Atualmente, faz vídeos diários para o TikTok, onde já tem 99 mil seguidores e mais de 587 mil likes nos vídeos. “Quanto já tens uma audiência numa plataforma digital fica mais fácil ganhares audiência em outras plataformas, porque já trabalhaste a notoriedade e o crescimento de público e acabas por ter mais um trabalho de redirecionamento de seguidores. No entanto, o TikTok tem tido um impacto gigante nos últimos meses e deixou de ser uma rede social só para os mais novos”, resume, explicando que praticamente todas as redes começam assim. “O TikTok não foi exceção, mas agora acho que tanto miúdos como graúdos estão a reconhecer as potencialidades daquilo e o crescimento que está a ter. Claro que o facto de estarmos todos em isolamento social ajudou a que mais e mais pessoas aderissem”, reconhece.
Mafalda destaca que é uma “ótima ferramenta para estar em contacto com o público, sem dúvida”. A influenciadora digital explica que “já teve propostas de conteúdos direcionadas para o meu TikTok, porque tenho lá também uma audiência considerável já, quase cem mil pessoas, com um crescimento diário.” Para a também fundadora da revista Maria Vaidosa, “as marcas comunicam onde estão as pessoas e por isso o TikTok é uma ferramenta a considerar”.
Durante o dia, Mafalda Sampaio partilha vídeos no TikTok, muitas vezes feitos em família. O desafio de ser mais criativa tem agradado, mas reconhece que é um mundo diferente do YouTube ou Instagram, por onde passa muita da sua atividade profissional. “Vive muito à base de coreografias, de voice overs, é uma rede social extremamente dinâmica e ativa pelo tipo de conteúdos que ‘exige’ pois é preciso aprender as danças, ou decorar o ‘guião’ do que se vai dizer, mas, por exemplo, não requer o tempo de edição ou de aperfeiçoamento que um canal de Youtube requer. Por isso é preciso, sim, uma adaptação por parte das pessoas, porque as fotografias ou os Stories do Instagram não vão servir para aqui. No entanto, é um desafio engraçado que tenho gostado de explorar e que me tem dado imenso gozo, e o feedback está a ser bastante positivo.”
Já a cantora e influenciadora Bárbara Bandeira, que na semana passada atingiu a marca de um milhão de gostos no TikTok, não é uma estranha para esta plataforma digital. “Antes de ter esse nome era a Musical.ly e eu já tinha uns dois ou três vídeos”, detalha, recordando a história da plataforma. Em 2019, a ByteDance, a empresa chinesa dona do TikTok, adquiriu a plataforma Musical.ly, fazendo com que todos os utilizadores migrassem automaticamente para a nova rede social. “Mas só mais ou menos há um mês, devido a esta quarentena, é que comecei a ligar e a perceber mais a magia da aplicação. E desde aí que fiquei viciada”, confessa, referindo que “tem sido uma ótima terapia”.

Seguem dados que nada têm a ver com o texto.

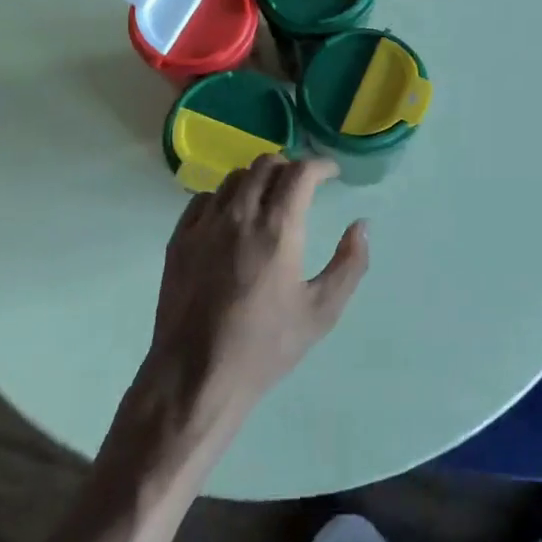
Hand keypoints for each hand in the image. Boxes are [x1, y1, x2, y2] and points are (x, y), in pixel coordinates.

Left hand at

Bárbara reconhece que “criar uma audiência nunca é fácil”, mas que “está a adorar usar o TikTok”. “É um tipo de comunicação diferente, mais divertido, mais criativo até, não é a típica foto ou selfie. Há cada vez mais figuras públicas e influencers a juntarem-se a esta rede – tanto os mais novos como os adultos – portanto é uma questão de tempo até as marcas portuguesas seguirem as tendências do mercado e começarem também elas a desenvolver estratégias connosco no TikTok.”

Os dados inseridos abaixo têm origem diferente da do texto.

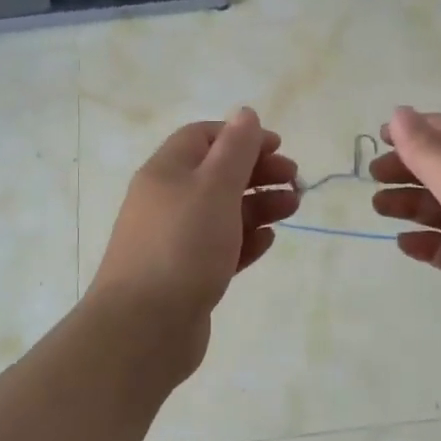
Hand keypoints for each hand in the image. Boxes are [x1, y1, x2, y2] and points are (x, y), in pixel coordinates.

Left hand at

Destaca que a rede social disponibiliza “opções e ferramentas que mais nenhuma rede social tinha até agora”, algo que, na sua opinião explica o sucesso da app. “Tendo coisas novas para utilizar, os conteúdos acabam também por ser diferentes.” Como tem sido visto nos últimos dias, aquilo que acontece no TikTok não fica só no TikTok, com os conteúdos a saltarem entre as redes sociais. “Todos nós fazemos uma utilização dos nossos TikToks no Instagram e em outras redes, não só porque queremos potenciar esses conteúdos mas também porque queremos fazer saber aos nossos seguidores que também estamos lá.”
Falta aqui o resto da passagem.